# Saugeye



## foxbites (Mar 15, 2010)

Got out a couple nights this week. This warm October weather is crazy! The water temp was still 61 were I was at. This is normally prime saugeye time, not so much this year. Not a lot of shad or bait fish moving but did manage 3 saugeye in 2 short trips. It's only going to get better! And tried out a couple new colors I've been working on, the fish seem to like them


----------



## jacer6725 (Jul 9, 2013)

What time of night do they normally bite


----------



## Skippy (Dec 2, 2009)

Nice fish Shane. I've had a few shutout nights a few good nights and one great afternoon. Your right, it will only get better..


----------



## foxbites (Mar 15, 2010)

Thanks Skippy! Some night they'll bite all night! I hate fishing on work night only because, every now and then I'll have to leave to go home and get a little rest and there still biting!! Your mind says stay and your body says time for sleep!!


----------



## Skippy (Dec 2, 2009)

Know what you mean by fishing on work nights and the fish are still biting. Now being retired and pretty much a loner I just come and go as I want. [ That is unless the wifes cooking something extra good for dinner.] I also get by on just around 4 hours sleep. "BUT have been known to catch a little cat nap from time to time.
Great night last night. Only got 2 eyes plus 1 pretty nice s/m around 16 inches. There all still swimming. Million stars out and except for those damn geese it was quiet.


----------



## Glasstream90Yamadog (Apr 26, 2011)

Quick question for you night Saugeye guys...do you normally just put on the water at dusk and fish through the night casting rap's 'n such. I've never gotten into the night fishing for them but would love to if I learned how.


----------



## DenOhio (Oct 18, 2016)

I just can't seem to muster up the energy or determination to fish during the night. I know that's when you can catch em and in my youth I did somewhat. I enjoy reading how you all are doing. Who knows maybe one day I'll go for it prior to putting my boat to sleep for the year! So please keep us posted!


----------



## Dragline (Nov 26, 2007)

Man I wanted to get out Wednesday morning but rain was not far way and coming, wind out of the east and cold.
3 strike's .... I'll wait for another day to take the boat out. 
shore fishing would be okay I guess.


----------



## DenOhio (Oct 18, 2016)

Dragline said:


> Man I wanted to get out Wednesday morning but rain was not far way and coming, wind out of the east and cold.
> 3 strike's .... I'll wait for another day to take the boat out.
> shore fishing would be okay I guess.


I hear you, I passed as well too much to wrestle this morning. Not sure tomorrow looks any better either. Guess I'll see how it looks and I feel about it in the morning.


----------



## Saugeyefisher (Jul 19, 2010)

Man, you guys are missing out letting the weather hold u back... 
That's the stuff that triggers these fish....


----------



## Skippy (Dec 2, 2009)

First off you don't need a boat in order to catch saugeyes this time of year. As for the weather, I've gotten wet 3 out of the last 8 times I've been out for eyes. Gore-Tex is a wonder full thing. Just being out there is the main thing. Yesterday afternoon the wife and I just went dock hopping. Using ultra light rods we caught gills, crappies and a bunch of small to medium bass. Nothing says you always have to fish for eyes. JUST getting out there and enjoying yourself is the MAIN THING.
Last night 3 eyes with1 about 20 inches and 1 nice channel cat all on 3.25 purple flash swim with a glow white 1/16 oz jig. All from shore and there still swimming around out there.


----------



## DenOhio (Oct 18, 2016)

Saugeyefisher said:


> Man, you guys are missing out letting the weather hold u back...
> That's the stuff that triggers these fish....

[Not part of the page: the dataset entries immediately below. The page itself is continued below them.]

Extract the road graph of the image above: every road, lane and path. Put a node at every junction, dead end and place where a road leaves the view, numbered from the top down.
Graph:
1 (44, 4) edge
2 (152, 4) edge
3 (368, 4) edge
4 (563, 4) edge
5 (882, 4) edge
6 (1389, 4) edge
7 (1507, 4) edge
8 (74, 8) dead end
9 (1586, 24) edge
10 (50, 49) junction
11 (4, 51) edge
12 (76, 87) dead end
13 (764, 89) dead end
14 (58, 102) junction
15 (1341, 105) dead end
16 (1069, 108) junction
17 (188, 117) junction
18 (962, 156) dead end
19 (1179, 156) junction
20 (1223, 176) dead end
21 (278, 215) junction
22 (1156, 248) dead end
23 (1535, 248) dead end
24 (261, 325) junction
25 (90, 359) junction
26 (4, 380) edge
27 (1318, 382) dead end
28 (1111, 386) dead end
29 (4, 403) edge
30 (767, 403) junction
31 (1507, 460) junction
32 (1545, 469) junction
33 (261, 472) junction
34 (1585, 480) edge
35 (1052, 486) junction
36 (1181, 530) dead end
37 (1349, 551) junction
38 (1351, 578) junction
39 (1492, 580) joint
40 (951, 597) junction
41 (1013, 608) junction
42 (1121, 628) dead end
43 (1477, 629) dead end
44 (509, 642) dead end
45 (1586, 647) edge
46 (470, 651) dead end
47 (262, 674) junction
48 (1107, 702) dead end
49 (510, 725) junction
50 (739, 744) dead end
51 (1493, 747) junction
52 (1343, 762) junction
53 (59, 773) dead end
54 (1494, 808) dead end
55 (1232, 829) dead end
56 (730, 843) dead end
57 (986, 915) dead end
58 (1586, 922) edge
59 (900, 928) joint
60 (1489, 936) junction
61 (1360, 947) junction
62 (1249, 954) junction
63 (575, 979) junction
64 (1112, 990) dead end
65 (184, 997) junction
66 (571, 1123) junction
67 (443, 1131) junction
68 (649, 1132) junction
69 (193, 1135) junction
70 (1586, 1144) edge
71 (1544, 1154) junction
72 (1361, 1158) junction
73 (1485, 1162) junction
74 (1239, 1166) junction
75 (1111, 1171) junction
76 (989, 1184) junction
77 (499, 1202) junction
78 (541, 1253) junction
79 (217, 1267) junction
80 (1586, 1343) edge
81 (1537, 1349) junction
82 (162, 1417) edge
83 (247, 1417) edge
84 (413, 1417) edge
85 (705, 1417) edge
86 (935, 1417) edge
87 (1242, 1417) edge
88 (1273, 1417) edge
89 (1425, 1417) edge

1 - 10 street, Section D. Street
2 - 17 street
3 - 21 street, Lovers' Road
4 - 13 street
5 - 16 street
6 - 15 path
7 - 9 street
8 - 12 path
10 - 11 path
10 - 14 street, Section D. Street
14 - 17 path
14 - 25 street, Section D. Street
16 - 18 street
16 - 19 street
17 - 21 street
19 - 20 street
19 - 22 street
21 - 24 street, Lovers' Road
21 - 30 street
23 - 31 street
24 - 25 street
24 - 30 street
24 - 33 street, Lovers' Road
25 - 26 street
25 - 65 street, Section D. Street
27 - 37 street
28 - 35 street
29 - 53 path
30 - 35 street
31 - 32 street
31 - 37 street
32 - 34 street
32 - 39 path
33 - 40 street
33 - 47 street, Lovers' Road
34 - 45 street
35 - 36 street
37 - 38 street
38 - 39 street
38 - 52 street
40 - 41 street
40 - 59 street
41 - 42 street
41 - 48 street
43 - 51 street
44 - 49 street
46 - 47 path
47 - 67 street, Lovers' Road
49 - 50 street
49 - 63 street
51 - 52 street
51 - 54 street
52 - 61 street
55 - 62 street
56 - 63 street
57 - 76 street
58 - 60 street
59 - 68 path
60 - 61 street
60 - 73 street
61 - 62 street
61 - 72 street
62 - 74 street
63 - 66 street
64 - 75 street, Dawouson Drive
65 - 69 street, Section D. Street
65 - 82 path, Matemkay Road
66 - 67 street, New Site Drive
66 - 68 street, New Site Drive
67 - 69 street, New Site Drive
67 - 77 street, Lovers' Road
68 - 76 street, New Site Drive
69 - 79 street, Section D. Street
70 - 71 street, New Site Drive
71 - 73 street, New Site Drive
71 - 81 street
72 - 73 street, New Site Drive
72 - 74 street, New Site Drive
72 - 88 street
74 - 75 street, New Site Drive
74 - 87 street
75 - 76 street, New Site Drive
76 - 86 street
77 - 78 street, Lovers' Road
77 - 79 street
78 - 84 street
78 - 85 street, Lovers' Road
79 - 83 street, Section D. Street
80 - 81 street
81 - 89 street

It's true and I know it. I've done better by far in so called bad weather!


----------



## DenOhio (Oct 18, 2016)

Skippy said:


> First off you don't need a boat in order to catch saugeyes this time of year. As for the weather, I've gotten wet 3 out of the last 8 times I've been out for eyes. Gore-Tex is a wonder full thing. Just being out there is the main thing. Yesterday afternoon the wife and I just went dock hopping. Using ultra light rods we caught gills, crappies and a bunch of small to medium bass. Nothing says you always have to fish for eyes. JUST getting out there and enjoying yourself is the MAIN THING.
> Last night 3 eyes with1 about 20 inches and 1 nice channel cat all on 3.25 purple flash swim with a glow white 1/16 oz jig. All from shore and there still swimming around out there.


Nice! You know you are right! For what ever reason these days I think I must take the boat or I can't fish! It's just silly! Perhaps I've become a slave to the boat. Worse, maybe I have become lazy and don't wanna put much effort out. I never even had a boat in my youth and caught my share of fish! So thumbs up to you for pointing that out.


----------



## Glasstream90Yamadog (Apr 26, 2011)

I think I would only fish from the boat at night down there...bigfoot roam's them woods there don't u know!


----------



## MassillonBuckeye (May 3, 2010)

Glasstream90Yamadog said:


> I think I would only fish from the boat at night down there...bigfoot roam's them woods there don't u know!


Never seen a pic of one swimming so I'm with you. Stay safe from bigfoots dudes!


----------



## DenOhio (Oct 18, 2016)

Glasstream90Yamadog said:


> I think I would only fish from the boat at night down there...bigfoot roam's them woods there don't u know!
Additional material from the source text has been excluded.